They released their eleventh and twelfth Japanese singles, "Sing Your Song" and "D×D×D", on October 25, 2015, and December 13, 2015, respectively, the latter being the lead single for their fourth Japanese album of the same name. On January 1, 2016, Shinee released their fourth full-length Japanese album, D×D×D, which included the group's previously released singles and the Japanese version of "View". The album topped the Oricon charts. To promote the album, they launched their fourth nationwide Japanese stadium tour, Shinee World 2016, starting in Fukuoka's Marine Messe on January 30, 2016, and ending at the Tokyo Dome on May 19, 2016, with a total of 20 concerts in nine cities. Their agency estimated that the concert could have gathered up to 350,000 people, which would bring the cumulative total of visitors to all of Shinee's Japanese tours to 1.12 million.
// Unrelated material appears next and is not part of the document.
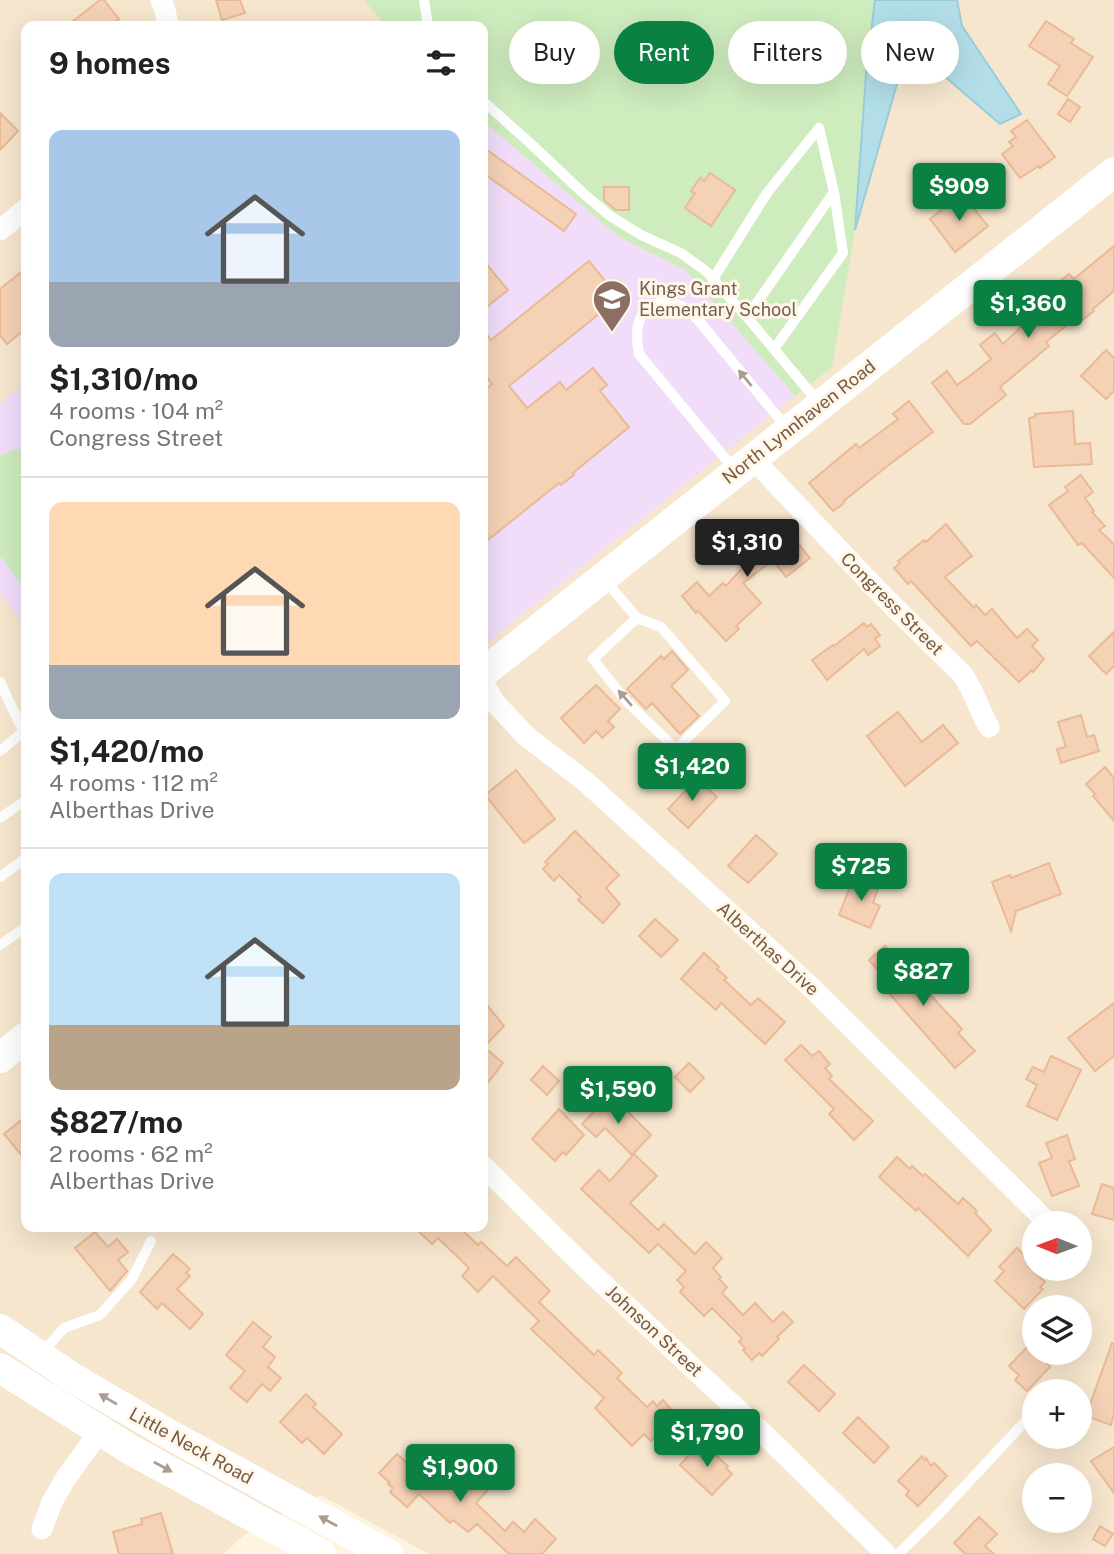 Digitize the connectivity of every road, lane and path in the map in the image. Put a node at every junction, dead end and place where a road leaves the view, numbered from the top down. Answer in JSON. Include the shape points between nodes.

The tour marked their second time headlining Tokyo Dome, which they did on May 18 and 19, and first time headlining Kyocera Dome, on May 14 and 15. They released their 13th Japanese single, "Kimi no Sei de", on May 18, which sold over 69,000 copies in Japan.

In February 2016, Forbes released their top forty of Forbes Korea Power Celebrity, Shinee being included once again. In March, Shinee won the Asia's Best Group Award at the 23rd DongFang Music Awards in Shanghai, one of the biggest annual award ceremonies in China. The group was the only K-pop act invited to attend and perform at the ceremony.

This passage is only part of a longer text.